Your goal » What lines in the records include the string "dead"? Return each one.

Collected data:
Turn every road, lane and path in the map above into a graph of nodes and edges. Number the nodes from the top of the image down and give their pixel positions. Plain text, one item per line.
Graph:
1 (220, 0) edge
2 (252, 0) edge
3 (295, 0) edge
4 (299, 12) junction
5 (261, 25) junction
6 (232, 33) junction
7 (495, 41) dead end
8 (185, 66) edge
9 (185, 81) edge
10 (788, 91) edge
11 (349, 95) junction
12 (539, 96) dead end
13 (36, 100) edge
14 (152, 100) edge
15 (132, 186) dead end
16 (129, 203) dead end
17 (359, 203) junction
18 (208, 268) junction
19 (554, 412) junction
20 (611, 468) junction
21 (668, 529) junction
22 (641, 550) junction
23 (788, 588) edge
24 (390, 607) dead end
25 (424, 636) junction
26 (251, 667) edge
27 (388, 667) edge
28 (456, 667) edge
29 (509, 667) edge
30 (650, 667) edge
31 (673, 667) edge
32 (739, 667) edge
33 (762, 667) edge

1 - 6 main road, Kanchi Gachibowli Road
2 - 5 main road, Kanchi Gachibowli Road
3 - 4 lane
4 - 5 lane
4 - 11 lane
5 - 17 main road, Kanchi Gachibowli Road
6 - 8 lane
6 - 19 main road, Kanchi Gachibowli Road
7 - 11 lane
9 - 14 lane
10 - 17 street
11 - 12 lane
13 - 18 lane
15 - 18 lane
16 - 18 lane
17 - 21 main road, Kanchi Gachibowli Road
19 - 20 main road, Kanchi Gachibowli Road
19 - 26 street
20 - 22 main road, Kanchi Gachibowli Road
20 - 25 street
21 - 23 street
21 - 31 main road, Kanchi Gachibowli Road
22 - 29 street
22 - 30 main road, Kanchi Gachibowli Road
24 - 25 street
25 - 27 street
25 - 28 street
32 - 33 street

Answer to the exercise »
7 (495, 41) dead end
12 (539, 96) dead end
15 (132, 186) dead end
16 (129, 203) dead end
24 (390, 607) dead end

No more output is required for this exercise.